### Directions for this task
Every line of the material below is to be printed again exactly.

### Materials provided
····················

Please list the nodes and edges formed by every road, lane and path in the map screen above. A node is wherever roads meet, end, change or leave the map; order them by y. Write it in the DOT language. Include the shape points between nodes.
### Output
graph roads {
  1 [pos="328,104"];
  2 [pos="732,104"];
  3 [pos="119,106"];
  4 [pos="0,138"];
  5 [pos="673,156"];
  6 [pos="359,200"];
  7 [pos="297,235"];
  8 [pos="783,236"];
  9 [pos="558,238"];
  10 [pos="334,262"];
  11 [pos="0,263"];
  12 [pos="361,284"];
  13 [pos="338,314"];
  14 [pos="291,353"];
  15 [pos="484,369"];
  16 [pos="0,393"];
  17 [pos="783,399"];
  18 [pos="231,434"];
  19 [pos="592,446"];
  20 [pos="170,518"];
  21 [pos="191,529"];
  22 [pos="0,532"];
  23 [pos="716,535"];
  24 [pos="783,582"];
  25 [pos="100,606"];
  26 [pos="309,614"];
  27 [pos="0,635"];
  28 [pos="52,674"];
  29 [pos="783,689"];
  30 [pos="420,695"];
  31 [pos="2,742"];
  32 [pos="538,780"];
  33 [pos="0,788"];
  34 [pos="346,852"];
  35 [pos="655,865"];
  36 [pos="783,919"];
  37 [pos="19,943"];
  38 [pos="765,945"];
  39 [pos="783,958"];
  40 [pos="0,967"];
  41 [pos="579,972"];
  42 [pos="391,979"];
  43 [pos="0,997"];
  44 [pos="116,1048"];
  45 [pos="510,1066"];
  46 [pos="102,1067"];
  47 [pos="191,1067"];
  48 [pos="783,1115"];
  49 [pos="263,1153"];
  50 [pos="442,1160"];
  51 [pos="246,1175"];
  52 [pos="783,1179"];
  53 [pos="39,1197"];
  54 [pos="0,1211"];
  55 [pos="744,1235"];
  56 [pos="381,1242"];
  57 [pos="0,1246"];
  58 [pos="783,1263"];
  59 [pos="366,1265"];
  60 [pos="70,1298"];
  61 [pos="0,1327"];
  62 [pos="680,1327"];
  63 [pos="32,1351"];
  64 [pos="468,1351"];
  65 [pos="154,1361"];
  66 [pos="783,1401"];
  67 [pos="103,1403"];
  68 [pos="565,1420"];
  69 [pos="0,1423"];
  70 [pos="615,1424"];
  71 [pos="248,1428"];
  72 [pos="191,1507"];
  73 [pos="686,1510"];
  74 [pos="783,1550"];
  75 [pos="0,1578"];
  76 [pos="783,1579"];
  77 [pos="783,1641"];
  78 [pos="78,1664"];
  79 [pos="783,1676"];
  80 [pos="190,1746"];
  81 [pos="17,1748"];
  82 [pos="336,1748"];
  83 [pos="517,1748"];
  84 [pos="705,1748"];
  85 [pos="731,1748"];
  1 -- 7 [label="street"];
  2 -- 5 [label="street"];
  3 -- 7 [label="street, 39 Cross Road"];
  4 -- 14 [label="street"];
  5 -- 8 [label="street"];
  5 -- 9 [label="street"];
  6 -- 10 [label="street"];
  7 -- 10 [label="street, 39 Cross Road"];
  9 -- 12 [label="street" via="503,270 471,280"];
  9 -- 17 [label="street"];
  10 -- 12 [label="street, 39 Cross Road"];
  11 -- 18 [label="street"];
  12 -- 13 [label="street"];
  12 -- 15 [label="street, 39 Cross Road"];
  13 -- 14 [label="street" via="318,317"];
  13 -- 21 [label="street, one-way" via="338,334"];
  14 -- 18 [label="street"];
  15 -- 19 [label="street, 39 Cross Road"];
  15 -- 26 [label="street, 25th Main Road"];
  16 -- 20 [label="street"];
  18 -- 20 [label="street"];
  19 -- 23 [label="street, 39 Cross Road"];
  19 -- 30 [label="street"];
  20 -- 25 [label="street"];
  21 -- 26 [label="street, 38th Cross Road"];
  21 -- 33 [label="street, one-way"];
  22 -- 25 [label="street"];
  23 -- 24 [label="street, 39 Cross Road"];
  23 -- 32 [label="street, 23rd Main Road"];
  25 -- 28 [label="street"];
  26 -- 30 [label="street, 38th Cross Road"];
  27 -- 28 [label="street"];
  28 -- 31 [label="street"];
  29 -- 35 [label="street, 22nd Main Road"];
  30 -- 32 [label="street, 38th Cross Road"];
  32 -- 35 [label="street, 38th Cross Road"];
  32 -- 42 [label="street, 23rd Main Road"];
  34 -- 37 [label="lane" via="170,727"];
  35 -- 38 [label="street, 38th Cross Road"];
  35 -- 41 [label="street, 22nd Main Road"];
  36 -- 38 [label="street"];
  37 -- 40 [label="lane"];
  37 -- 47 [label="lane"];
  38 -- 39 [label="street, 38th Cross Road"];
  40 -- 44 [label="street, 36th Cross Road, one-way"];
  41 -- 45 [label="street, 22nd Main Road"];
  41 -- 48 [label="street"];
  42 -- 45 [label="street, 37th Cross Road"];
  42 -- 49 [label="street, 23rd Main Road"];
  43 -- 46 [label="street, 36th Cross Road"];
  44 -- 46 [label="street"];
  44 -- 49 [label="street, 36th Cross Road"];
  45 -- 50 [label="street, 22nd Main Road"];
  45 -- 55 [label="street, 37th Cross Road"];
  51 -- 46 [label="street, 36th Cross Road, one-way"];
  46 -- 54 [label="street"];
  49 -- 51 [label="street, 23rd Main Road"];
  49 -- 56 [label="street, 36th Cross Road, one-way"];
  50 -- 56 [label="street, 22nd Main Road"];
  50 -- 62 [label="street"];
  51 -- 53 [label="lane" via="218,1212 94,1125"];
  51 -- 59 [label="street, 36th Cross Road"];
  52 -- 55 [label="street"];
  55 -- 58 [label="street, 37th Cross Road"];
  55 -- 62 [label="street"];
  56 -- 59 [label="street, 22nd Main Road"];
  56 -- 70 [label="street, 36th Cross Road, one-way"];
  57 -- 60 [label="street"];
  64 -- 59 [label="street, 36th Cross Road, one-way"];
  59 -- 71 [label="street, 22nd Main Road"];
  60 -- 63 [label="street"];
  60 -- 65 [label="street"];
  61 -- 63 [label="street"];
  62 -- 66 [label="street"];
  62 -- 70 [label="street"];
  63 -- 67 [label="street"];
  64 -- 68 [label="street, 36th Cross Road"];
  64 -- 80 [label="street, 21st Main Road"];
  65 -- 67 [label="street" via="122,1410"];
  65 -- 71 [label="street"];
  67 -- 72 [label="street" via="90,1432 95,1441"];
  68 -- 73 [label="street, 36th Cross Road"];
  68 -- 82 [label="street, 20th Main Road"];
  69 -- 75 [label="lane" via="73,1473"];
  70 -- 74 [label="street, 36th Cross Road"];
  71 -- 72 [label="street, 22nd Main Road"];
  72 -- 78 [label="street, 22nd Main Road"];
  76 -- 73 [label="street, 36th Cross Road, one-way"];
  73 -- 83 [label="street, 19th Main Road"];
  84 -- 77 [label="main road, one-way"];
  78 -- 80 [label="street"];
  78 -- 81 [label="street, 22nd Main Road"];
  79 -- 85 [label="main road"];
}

····················

### Answer
Please list the nodes and edges formed by every road, lane and path in the map screen above. A node is wherever roads meet, end, change or leave the map; order them by y. Write it in the DOT language. Include the shape points between nodes.
### Output
graph roads {
  1 [pos="328,104"];
  2 [pos="732,104"];
  3 [pos="119,106"];
  4 [pos="0,138"];
  5 [pos="673,156"];
  6 [pos="359,200"];
  7 [pos="297,235"];
  8 [pos="783,236"];
  9 [pos="558,238"];
  10 [pos="334,262"];
  11 [pos="0,263"];
  12 [pos="361,284"];
  13 [pos="338,314"];
  14 [pos="291,353"];
  15 [pos="484,369"];
  16 [pos="0,393"];
  17 [pos="783,399"];
  18 [pos="231,434"];
  19 [pos="592,446"];
  20 [pos="170,518"];
  21 [pos="191,529"];
  22 [pos="0,532"];
  23 [pos="716,535"];
  24 [pos="783,582"];
  25 [pos="100,606"];
  26 [pos="309,614"];
  27 [pos="0,635"];
  28 [pos="52,674"];
  29 [pos="783,689"];
  30 [pos="420,695"];
  31 [pos="2,742"];
  32 [pos="538,780"];
  33 [pos="0,788"];
  34 [pos="346,852"];
  35 [pos="655,865"];
  36 [pos="783,919"];
  37 [pos="19,943"];
  38 [pos="765,945"];
  39 [pos="783,958"];
  40 [pos="0,967"];
  41 [pos="579,972"];
  42 [pos="391,979"];
  43 [pos="0,997"];
  44 [pos="116,1048"];
  45 [pos="510,1066"];
  46 [pos="102,1067"];
  47 [pos="191,1067"];
  48 [pos="783,1115"];
  49 [pos="263,1153"];
  50 [pos="442,1160"];
  51 [pos="246,1175"];
  52 [pos="783,1179"];
  53 [pos="39,1197"];
  54 [pos="0,1211"];
  55 [pos="744,1235"];
  56 [pos="381,1242"];
  57 [pos="0,1246"];
  58 [pos="783,1263"];
  59 [pos="366,1265"];
  60 [pos="70,1298"];
  61 [pos="0,1327"];
  62 [pos="680,1327"];
  63 [pos="32,1351"];
  64 [pos="468,1351"];
  65 [pos="154,1361"];
  66 [pos="783,1401"];
  67 [pos="103,1403"];
  68 [pos="565,1420"];
  69 [pos="0,1423"];
  70 [pos="615,1424"];
  71 [pos="248,1428"];
  72 [pos="191,1507"];
  73 [pos="686,1510"];
  74 [pos="783,1550"];
  75 [pos="0,1578"];
  76 [pos="783,1579"];
  77 [pos="783,1641"];
  78 [pos="78,1664"];
  79 [pos="783,1676"];
  80 [pos="190,1746"];
  81 [pos="17,1748"];
  82 [pos="336,1748"];
  83 [pos="517,1748"];
  84 [pos="705,1748"];
  85 [pos="731,1748"];
  1 -- 7 [label="street"];
  2 -- 5 [label="street"];
  3 -- 7 [label="street, 39 Cross Road"];
  4 -- 14 [label="street"];
  5 -- 8 [label="street"];
  5 -- 9 [label="street"];
  6 -- 10 [label="street"];
  7 -- 10 [label="street, 39 Cross Road"];
  9 -- 12 [label="street" via="503,270 471,280"];
  9 -- 17 [label="street"];
  10 -- 12 [label="street, 39 Cross Road"];
  11 -- 18 [label="street"];
  12 -- 13 [label="street"];
  12 -- 15 [label="street, 39 Cross Road"];
  13 -- 14 [label="street" via="318,317"];
  13 -- 21 [label="street, one-way" via="338,334"];
  14 -- 18 [label="street"];
  15 -- 19 [label="street, 39 Cross Road"];
  15 -- 26 [label="street, 25th Main Road"];
  16 -- 20 [label="street"];
  18 -- 20 [label="street"];
  19 -- 23 [label="street, 39 Cross Road"];
  19 -- 30 [label="street"];
  20 -- 25 [label="street"];
  21 -- 26 [label="street, 38th Cross Road"];
  21 -- 33 [label="street, one-way"];
  22 -- 25 [label="street"];
  23 -- 24 [label="street, 39 Cross Road"];
  23 -- 32 [label="street, 23rd Main Road"];
  25 -- 28 [label="street"];
  26 -- 30 [label="street, 38th Cross Road"];
  27 -- 28 [label="street"];
  28 -- 31 [label="street"];
  29 -- 35 [label="street, 22nd Main Road"];
  30 -- 32 [label="street, 38th Cross Road"];
  32 -- 35 [label="street, 38th Cross Road"];
  32 -- 42 [label="street, 23rd Main Road"];
  34 -- 37 [label="lane" via="170,727"];
  35 -- 38 [label="street, 38th Cross Road"];
  35 -- 41 [label="street, 22nd Main Road"];
  36 -- 38 [label="street"];
  37 -- 40 [label="lane"];
  37 -- 47 [label="lane"];
  38 -- 39 [label="street, 38th Cross Road"];
  40 -- 44 [label="street, 36th Cross Road, one-way"];
  41 -- 45 [label="street, 22nd Main Road"];
  41 -- 48 [label="street"];
  42 -- 45 [label="street, 37th Cross Road"];
  42 -- 49 [label="street, 23rd Main Road"];
  43 -- 46 [label="street, 36th Cross Road"];
  44 -- 46 [label="street"];
  44 -- 49 [label="street, 36th Cross Road"];
  45 -- 50 [label="street, 22nd Main Road"];
  45 -- 55 [label="street, 37th Cross Road"];
  51 -- 46 [label="street, 36th Cross Road, one-way"];
  46 -- 54 [label="street"];
  49 -- 51 [label="street, 23rd Main Road"];
  49 -- 56 [label="street, 36th Cross Road, one-way"];
  50 -- 56 [label="street, 22nd Main Road"];
  50 -- 62 [label="street"];
  51 -- 53 [label="lane" via="218,1212 94,1125"];
  51 -- 59 [label="street, 36th Cross Road"];
  52 -- 55 [label="street"];
  55 -- 58 [label="street, 37th Cross Road"];
  55 -- 62 [label="street"];
  56 -- 59 [label="street, 22nd Main Road"];
  56 -- 70 [label="street, 36th Cross Road, one-way"];
  57 -- 60 [label="street"];
  64 -- 59 [label="street, 36th Cross Road, one-way"];
  59 -- 71 [label="street, 22nd Main Road"];
  60 -- 63 [label="street"];
  60 -- 65 [label="street"];
  61 -- 63 [label="street"];
  62 -- 66 [label="street"];
  62 -- 70 [label="street"];
  63 -- 67 [label="street"];
  64 -- 68 [label="street, 36th Cross Road"];
  64 -- 80 [label="street, 21st Main Road"];
  65 -- 67 [label="street" via="122,1410"];
  65 -- 71 [label="street"];
  67 -- 72 [label="street" via="90,1432 95,1441"];
  68 -- 73 [label="street, 36th Cross Road"];
  68 -- 82 [label="street, 20th Main Road"];
  69 -- 75 [label="lane" via="73,1473"];
  70 -- 74 [label="street, 36th Cross Road"];
  71 -- 72 [label="street, 22nd Main Road"];
  72 -- 78 [label="street, 22nd Main Road"];
  76 -- 73 [label="street, 36th Cross Road, one-way"];
  73 -- 83 [label="street, 19th Main Road"];
  84 -- 77 [label="main road, one-way"];
  78 -- 80 [label="street"];
  78 -- 81 [label="street, 22nd Main Road"];
  79 -- 85 [label="main road"];
}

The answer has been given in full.